Paris - South Africa's nuclear bidding process was placed on hold last month as Eskom opted to reprioritise capital spending plans amid funding constraints and global financial turmoil.
The terms of the offer made by French nuclear company Areva in its bid to build a 3 300 megawatt nuclear power plant in South Africa would stand until the end of the year, Jean-Jacques Gautrot, the special adviser to Areva chief executive Anne Lauvergeon, said this week.
Areva, majority owned by the French government, and US nuclear group Westinghouse were shortlisted for the tender process.
Other members of the bidding consortium are French power group EDF and construction companies Bouygues and Aveng.
Gautrot said South African President Kgalema Motlanthe had asked Lauvergeon for more time when she attended the president's international investment advisory council at the end of last month.
The hold-up had arisen both because of the change in South Africa's presidency and the international financial crisis, Gautrot said.
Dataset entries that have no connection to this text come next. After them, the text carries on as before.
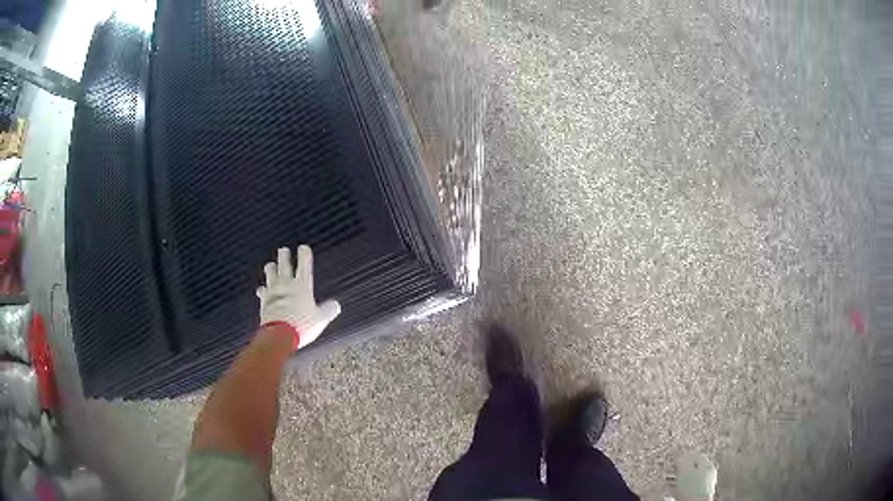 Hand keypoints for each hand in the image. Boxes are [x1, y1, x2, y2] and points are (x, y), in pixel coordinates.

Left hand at [257, 245, 340, 348]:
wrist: (279, 335)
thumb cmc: (302, 326)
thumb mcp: (320, 320)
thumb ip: (328, 310)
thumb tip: (336, 305)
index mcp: (302, 286)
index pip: (304, 264)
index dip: (304, 254)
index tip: (303, 247)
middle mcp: (286, 284)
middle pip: (284, 264)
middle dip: (284, 255)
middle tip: (283, 250)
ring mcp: (273, 291)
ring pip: (270, 273)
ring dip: (271, 268)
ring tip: (270, 265)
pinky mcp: (264, 301)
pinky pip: (262, 291)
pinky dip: (262, 289)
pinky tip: (261, 289)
Areva understood Eskom needed to make strategic choices, and that this process would take some time.
He was unsure when the decision would be made.
Steve Lennon, Eskom's managing director of corporate services, said last month that a decision would be taken this year as the power utility reassessed both the timing and financing of its nuclear programme. About half of the 40 000MW in new generating capacity that Eskom had previously said it would bring on stream by 2025 had been earmarked to come from nuclear power plants.
Areva's proposal to construct two 1 650MW European pressurised water reactor units for the first plant employs the same technology it uses in Finland, France and China.
It is proposing a similar plant in India, which plans to acquire nuclear equipment worth approximately $14 billion (R139 billion).
Gautrot said the Areva proposal could be extended to nuclear waste management involving the export of spent fuel for recycling. The group had also proposed investing in South Africa's transmission and distribution networks.
Jacques-Emmanuel Saulnier, Areva's spokesperson, said the company's nuclear technology cost about €0.05 (R0.64 at yesterday's exchange rate) per kilowatt- hour.
This included the cost of decommissioning.
By comparison, the standard local cost of producing electricity from South Africa's existing coal-fired power stations is about 38c per kilowatt- hour, although the costs associated with the country's new coal stations will probably be substantially higher.